[[ Data listing open ]]

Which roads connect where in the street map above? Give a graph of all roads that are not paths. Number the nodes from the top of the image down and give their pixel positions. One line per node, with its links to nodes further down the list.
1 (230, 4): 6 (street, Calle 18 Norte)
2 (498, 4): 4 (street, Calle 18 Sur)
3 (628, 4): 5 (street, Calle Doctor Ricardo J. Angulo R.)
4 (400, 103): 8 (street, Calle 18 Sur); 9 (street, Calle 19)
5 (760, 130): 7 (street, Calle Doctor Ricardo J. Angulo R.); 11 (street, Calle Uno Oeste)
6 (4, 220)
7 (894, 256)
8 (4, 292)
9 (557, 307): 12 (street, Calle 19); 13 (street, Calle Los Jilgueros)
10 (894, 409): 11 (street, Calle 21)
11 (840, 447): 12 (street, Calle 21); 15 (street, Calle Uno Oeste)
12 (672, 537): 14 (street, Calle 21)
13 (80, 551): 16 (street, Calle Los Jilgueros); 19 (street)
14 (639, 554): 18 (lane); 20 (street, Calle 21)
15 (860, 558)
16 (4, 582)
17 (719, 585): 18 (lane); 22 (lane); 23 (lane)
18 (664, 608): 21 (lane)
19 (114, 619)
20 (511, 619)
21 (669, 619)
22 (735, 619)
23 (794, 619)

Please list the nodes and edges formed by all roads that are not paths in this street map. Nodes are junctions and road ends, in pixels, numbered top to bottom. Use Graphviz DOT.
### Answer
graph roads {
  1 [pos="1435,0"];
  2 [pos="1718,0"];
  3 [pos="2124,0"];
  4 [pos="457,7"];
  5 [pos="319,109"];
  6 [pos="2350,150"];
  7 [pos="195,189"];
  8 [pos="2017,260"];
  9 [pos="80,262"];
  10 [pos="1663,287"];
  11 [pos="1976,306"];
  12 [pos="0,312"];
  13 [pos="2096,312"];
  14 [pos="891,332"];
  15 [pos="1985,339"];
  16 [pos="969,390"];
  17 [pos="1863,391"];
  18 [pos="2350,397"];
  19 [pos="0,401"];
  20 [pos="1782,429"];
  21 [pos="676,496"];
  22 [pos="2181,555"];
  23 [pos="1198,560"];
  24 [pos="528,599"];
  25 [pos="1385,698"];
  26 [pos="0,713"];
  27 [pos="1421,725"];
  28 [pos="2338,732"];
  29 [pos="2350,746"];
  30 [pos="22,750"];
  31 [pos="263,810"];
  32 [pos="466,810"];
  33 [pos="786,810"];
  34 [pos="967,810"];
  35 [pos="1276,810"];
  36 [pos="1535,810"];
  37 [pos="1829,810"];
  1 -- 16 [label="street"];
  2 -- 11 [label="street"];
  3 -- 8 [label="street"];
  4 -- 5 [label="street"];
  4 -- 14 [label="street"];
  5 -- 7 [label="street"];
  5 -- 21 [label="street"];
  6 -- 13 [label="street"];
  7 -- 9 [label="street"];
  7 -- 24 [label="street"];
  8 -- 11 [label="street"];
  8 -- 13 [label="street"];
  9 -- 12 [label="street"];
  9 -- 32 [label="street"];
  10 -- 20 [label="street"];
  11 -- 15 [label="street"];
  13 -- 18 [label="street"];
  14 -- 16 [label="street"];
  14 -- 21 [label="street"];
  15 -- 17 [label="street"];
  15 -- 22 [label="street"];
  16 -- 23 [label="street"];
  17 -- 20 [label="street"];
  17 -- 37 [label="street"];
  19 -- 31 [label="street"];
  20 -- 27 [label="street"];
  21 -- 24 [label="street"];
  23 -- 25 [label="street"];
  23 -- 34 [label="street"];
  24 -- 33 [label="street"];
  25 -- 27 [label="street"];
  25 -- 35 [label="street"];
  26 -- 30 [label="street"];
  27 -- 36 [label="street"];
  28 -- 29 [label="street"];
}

[[ Data listing closed ]]

* How to complete this task:
Copy out the full listing, exactly as it stands.

* Result for this task:
Which roads connect where in the street map above? Give a graph of all roads that are not paths. Number the nodes from the top of the image down and give their pixel positions. One line per node, with its links to nodes further down the list.
1 (230, 4): 6 (street, Calle 18 Norte)
2 (498, 4): 4 (street, Calle 18 Sur)
3 (628, 4): 5 (street, Calle Doctor Ricardo J. Angulo R.)
4 (400, 103): 8 (street, Calle 18 Sur); 9 (street, Calle 19)
5 (760, 130): 7 (street, Calle Doctor Ricardo J. Angulo R.); 11 (street, Calle Uno Oeste)
6 (4, 220)
7 (894, 256)
8 (4, 292)
9 (557, 307): 12 (street, Calle 19); 13 (street, Calle Los Jilgueros)
10 (894, 409): 11 (street, Calle 21)
11 (840, 447): 12 (street, Calle 21); 15 (street, Calle Uno Oeste)
12 (672, 537): 14 (street, Calle 21)
13 (80, 551): 16 (street, Calle Los Jilgueros); 19 (street)
14 (639, 554): 18 (lane); 20 (street, Calle 21)
15 (860, 558)
16 (4, 582)
17 (719, 585): 18 (lane); 22 (lane); 23 (lane)
18 (664, 608): 21 (lane)
19 (114, 619)
20 (511, 619)
21 (669, 619)
22 (735, 619)
23 (794, 619)

Please list the nodes and edges formed by all roads that are not paths in this street map. Nodes are junctions and road ends, in pixels, numbered top to bottom. Use Graphviz DOT.
### Answer
graph roads {
  1 [pos="1435,0"];
  2 [pos="1718,0"];
  3 [pos="2124,0"];
  4 [pos="457,7"];
  5 [pos="319,109"];
  6 [pos="2350,150"];
  7 [pos="195,189"];
  8 [pos="2017,260"];
  9 [pos="80,262"];
  10 [pos="1663,287"];
  11 [pos="1976,306"];
  12 [pos="0,312"];
  13 [pos="2096,312"];
  14 [pos="891,332"];
  15 [pos="1985,339"];
  16 [pos="969,390"];
  17 [pos="1863,391"];
  18 [pos="2350,397"];
  19 [pos="0,401"];
  20 [pos="1782,429"];
  21 [pos="676,496"];
  22 [pos="2181,555"];
  23 [pos="1198,560"];
  24 [pos="528,599"];
  25 [pos="1385,698"];
  26 [pos="0,713"];
  27 [pos="1421,725"];
  28 [pos="2338,732"];
  29 [pos="2350,746"];
  30 [pos="22,750"];
  31 [pos="263,810"];
  32 [pos="466,810"];
  33 [pos="786,810"];
  34 [pos="967,810"];
  35 [pos="1276,810"];
  36 [pos="1535,810"];
  37 [pos="1829,810"];
  1 -- 16 [label="street"];
  2 -- 11 [label="street"];
  3 -- 8 [label="street"];
  4 -- 5 [label="street"];
  4 -- 14 [label="street"];
  5 -- 7 [label="street"];
  5 -- 21 [label="street"];
  6 -- 13 [label="street"];
  7 -- 9 [label="street"];
  7 -- 24 [label="street"];
  8 -- 11 [label="street"];
  8 -- 13 [label="street"];
  9 -- 12 [label="street"];
  9 -- 32 [label="street"];
  10 -- 20 [label="street"];
  11 -- 15 [label="street"];
  13 -- 18 [label="street"];
  14 -- 16 [label="street"];
  14 -- 21 [label="street"];
  15 -- 17 [label="street"];
  15 -- 22 [label="street"];
  16 -- 23 [label="street"];
  17 -- 20 [label="street"];
  17 -- 37 [label="street"];
  19 -- 31 [label="street"];
  20 -- 27 [label="street"];
  21 -- 24 [label="street"];
  23 -- 25 [label="street"];
  23 -- 34 [label="street"];
  24 -- 33 [label="street"];
  25 -- 27 [label="street"];
  25 -- 35 [label="street"];
  26 -- 30 [label="street"];
  27 -- 36 [label="street"];
  28 -- 29 [label="street"];
}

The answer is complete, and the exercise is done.